RECORDS FOR THE EXERCISE:
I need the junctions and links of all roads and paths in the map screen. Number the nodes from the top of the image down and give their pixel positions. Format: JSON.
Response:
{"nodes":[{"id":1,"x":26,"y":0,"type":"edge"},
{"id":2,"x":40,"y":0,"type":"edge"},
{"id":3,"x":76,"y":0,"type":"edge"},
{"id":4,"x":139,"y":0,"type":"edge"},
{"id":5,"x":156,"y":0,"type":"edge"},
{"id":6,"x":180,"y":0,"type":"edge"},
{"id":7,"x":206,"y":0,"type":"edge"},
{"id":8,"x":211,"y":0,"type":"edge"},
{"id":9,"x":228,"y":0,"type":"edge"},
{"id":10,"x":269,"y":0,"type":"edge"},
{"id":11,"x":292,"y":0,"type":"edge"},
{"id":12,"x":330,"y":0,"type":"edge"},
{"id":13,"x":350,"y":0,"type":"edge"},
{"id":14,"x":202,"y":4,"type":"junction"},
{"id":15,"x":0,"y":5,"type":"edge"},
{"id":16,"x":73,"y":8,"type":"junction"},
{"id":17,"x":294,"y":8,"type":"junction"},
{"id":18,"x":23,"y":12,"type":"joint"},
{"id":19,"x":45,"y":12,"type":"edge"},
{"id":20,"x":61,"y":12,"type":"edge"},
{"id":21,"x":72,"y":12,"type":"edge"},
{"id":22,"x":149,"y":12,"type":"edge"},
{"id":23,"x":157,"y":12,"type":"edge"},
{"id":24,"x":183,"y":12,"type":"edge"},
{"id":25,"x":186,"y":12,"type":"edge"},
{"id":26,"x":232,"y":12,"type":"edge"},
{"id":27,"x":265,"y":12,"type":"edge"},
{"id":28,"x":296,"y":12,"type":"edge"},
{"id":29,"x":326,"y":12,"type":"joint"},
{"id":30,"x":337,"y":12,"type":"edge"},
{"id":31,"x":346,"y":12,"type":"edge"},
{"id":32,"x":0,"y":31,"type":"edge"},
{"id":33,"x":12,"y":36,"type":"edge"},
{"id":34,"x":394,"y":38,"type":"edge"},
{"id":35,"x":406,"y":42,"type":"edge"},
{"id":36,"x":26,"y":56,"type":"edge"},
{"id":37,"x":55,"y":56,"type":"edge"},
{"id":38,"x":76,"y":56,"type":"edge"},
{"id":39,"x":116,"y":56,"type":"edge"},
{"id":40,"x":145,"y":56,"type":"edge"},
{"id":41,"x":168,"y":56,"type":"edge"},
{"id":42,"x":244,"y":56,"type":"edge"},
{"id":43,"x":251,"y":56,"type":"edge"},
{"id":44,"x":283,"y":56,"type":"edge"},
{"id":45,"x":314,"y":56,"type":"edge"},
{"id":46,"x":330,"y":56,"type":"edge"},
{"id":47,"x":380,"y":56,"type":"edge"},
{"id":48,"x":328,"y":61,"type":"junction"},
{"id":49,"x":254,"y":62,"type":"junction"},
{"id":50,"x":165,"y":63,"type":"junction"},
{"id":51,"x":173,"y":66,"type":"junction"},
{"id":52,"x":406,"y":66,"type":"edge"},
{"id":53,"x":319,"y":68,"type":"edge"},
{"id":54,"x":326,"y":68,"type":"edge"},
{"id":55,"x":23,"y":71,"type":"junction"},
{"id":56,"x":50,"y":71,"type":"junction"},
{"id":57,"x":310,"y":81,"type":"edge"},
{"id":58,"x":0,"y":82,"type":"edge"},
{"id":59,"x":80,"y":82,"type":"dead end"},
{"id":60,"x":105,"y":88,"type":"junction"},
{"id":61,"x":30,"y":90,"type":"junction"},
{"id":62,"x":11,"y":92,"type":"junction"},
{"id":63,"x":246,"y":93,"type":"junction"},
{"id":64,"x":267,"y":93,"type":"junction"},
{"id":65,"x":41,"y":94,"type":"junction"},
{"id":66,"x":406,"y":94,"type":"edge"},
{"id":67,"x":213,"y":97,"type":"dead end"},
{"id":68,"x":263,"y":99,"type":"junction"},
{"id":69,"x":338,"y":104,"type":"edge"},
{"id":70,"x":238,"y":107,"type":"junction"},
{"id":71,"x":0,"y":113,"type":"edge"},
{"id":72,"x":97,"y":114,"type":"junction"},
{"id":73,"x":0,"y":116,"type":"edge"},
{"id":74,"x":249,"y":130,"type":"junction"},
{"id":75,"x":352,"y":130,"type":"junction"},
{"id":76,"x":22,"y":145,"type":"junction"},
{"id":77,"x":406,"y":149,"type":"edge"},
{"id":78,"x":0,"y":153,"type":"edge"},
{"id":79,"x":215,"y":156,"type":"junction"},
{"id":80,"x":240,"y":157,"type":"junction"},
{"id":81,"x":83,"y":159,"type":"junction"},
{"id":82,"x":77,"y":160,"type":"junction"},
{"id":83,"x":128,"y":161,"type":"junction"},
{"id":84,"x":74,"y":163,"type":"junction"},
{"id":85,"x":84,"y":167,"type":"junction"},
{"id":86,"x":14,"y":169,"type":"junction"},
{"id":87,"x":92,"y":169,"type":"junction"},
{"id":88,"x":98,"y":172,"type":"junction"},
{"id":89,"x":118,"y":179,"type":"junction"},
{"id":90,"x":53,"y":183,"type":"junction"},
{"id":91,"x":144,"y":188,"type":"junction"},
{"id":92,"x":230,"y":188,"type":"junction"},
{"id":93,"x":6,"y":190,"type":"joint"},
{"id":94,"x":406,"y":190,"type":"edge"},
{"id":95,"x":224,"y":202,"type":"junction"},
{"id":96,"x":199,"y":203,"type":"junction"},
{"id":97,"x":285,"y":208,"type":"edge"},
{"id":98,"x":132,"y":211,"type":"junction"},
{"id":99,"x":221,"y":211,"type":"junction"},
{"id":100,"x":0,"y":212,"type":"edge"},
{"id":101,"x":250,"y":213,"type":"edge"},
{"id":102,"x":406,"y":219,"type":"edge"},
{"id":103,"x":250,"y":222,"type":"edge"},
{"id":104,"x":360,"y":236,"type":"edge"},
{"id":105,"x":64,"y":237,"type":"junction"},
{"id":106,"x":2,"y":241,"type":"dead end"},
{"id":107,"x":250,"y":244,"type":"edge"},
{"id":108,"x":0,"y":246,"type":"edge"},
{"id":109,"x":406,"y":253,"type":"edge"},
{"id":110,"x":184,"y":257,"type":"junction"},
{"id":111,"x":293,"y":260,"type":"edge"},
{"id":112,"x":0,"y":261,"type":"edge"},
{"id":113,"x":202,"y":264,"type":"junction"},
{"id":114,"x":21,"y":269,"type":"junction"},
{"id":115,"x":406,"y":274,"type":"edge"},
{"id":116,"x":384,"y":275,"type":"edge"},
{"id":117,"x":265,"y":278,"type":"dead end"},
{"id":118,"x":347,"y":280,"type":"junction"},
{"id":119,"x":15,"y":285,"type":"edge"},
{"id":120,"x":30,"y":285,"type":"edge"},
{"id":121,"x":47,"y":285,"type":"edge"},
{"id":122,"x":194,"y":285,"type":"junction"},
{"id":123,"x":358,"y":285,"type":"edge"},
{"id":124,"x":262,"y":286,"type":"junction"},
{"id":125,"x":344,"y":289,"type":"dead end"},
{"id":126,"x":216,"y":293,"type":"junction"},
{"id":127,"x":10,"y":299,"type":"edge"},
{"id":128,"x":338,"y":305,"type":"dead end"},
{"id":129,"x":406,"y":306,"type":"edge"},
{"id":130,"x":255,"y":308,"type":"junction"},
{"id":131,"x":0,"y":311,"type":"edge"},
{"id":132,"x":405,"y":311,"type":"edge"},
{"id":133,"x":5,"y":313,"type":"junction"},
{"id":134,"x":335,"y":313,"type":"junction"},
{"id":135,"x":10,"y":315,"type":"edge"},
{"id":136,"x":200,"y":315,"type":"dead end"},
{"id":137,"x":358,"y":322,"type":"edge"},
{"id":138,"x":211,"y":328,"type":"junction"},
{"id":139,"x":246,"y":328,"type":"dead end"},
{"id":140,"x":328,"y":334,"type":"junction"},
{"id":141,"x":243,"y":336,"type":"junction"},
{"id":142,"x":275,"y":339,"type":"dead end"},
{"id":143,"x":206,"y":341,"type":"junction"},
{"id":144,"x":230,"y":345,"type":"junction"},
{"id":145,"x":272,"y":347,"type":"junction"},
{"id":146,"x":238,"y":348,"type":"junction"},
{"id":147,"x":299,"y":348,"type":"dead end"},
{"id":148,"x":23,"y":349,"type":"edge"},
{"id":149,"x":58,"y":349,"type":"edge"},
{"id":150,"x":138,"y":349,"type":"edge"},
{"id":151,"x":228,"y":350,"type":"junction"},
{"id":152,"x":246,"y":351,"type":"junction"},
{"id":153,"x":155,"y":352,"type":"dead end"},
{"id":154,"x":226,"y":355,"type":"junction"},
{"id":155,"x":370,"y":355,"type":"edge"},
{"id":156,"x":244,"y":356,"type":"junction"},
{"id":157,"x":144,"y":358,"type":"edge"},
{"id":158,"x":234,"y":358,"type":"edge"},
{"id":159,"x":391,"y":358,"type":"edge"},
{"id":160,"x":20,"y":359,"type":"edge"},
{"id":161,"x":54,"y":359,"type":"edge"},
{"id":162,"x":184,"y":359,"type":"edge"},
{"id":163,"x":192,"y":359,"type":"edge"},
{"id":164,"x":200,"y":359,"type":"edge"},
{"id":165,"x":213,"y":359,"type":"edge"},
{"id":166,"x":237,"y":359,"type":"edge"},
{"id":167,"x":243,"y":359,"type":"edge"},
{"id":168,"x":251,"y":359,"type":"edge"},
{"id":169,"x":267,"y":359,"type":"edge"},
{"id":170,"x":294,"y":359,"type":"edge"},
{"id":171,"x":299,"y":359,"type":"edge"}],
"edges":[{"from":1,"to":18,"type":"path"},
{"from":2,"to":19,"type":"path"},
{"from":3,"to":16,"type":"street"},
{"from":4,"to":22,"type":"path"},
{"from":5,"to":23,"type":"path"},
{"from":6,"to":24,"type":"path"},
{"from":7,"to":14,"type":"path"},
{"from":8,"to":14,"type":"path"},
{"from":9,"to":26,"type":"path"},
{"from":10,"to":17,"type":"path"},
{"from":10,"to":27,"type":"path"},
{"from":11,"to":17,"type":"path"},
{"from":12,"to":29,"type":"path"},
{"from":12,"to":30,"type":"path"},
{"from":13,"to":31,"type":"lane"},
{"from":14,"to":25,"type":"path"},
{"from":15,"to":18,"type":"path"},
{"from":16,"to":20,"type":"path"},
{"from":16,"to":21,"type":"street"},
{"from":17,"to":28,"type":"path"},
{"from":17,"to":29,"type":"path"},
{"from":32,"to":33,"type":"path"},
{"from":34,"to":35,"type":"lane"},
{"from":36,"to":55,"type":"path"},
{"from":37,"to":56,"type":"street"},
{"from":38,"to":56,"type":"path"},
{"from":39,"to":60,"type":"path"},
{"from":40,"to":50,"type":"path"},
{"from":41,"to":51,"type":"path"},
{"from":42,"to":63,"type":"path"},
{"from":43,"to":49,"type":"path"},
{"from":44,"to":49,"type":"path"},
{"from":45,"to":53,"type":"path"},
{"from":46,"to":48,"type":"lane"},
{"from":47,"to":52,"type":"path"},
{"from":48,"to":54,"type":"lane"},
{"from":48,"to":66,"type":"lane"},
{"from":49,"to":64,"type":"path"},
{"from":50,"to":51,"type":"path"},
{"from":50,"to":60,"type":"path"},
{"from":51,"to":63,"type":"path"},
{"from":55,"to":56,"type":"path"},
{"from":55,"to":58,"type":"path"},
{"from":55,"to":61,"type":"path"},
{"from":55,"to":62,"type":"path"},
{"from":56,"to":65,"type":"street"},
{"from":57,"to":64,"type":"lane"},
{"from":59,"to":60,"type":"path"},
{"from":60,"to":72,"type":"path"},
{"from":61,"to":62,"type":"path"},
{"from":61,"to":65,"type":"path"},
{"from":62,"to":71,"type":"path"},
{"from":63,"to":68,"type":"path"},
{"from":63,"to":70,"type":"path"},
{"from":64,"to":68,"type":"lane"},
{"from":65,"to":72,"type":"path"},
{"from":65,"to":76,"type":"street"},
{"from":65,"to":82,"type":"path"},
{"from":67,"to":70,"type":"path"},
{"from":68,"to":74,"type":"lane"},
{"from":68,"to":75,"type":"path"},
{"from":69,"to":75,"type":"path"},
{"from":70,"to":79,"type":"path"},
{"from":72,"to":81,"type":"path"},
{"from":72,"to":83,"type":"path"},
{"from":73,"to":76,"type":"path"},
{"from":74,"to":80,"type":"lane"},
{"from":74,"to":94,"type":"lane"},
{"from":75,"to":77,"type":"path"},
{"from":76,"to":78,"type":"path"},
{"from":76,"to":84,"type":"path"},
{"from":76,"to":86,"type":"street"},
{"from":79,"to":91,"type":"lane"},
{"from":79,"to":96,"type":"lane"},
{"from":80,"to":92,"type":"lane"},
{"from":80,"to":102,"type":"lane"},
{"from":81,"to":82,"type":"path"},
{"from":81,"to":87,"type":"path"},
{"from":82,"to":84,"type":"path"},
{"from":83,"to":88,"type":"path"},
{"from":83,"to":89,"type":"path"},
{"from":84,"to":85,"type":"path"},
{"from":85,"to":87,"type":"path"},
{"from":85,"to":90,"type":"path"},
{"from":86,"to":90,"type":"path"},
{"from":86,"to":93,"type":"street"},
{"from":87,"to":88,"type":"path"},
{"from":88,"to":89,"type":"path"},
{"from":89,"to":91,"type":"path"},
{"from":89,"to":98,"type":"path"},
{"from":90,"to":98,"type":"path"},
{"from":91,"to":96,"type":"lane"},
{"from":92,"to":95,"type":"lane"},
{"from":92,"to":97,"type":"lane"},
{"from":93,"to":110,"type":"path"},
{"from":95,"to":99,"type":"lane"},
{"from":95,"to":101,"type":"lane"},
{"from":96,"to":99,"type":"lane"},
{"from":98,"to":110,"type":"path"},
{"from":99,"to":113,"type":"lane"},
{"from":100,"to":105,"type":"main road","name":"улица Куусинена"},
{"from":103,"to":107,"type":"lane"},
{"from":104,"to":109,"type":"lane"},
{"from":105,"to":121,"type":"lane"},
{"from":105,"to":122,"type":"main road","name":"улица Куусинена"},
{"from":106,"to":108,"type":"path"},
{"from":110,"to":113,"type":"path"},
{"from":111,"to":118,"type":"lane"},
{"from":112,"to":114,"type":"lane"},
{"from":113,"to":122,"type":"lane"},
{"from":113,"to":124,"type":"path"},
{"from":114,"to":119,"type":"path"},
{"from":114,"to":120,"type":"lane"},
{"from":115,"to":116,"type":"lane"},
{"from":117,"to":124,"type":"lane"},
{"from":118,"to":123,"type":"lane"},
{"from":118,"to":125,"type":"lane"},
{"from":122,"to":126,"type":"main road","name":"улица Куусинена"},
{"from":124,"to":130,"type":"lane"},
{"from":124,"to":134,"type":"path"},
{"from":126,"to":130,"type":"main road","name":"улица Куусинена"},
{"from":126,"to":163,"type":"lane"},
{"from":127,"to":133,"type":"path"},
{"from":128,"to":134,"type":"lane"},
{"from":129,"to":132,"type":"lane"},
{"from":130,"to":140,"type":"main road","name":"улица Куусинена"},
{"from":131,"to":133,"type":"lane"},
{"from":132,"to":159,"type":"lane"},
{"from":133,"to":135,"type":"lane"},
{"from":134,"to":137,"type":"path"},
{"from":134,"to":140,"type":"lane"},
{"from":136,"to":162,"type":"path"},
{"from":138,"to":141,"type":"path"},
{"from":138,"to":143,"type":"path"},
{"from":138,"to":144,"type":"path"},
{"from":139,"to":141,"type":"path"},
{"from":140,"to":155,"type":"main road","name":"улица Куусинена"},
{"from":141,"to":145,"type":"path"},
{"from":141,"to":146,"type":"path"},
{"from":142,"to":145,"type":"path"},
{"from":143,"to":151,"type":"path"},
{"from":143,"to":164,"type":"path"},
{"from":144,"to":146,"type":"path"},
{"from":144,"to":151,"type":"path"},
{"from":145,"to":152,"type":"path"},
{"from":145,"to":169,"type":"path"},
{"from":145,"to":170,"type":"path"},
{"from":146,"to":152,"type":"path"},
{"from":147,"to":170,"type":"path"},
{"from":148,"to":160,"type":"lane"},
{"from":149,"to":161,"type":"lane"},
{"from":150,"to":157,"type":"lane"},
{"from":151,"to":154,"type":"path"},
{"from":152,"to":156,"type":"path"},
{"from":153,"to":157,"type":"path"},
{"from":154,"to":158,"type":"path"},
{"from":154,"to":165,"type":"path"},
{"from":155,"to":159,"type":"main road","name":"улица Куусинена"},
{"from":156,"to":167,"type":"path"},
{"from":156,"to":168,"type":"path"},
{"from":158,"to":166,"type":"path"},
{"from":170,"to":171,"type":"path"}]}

WHAT IS NEEDED: Please copy each line of the entries in which the word "joint" shows up.

TASK RESULT:
{"id":18,"x":23,"y":12,"type":"joint"},
{"id":29,"x":326,"y":12,"type":"joint"},
{"id":93,"x":6,"y":190,"type":"joint"},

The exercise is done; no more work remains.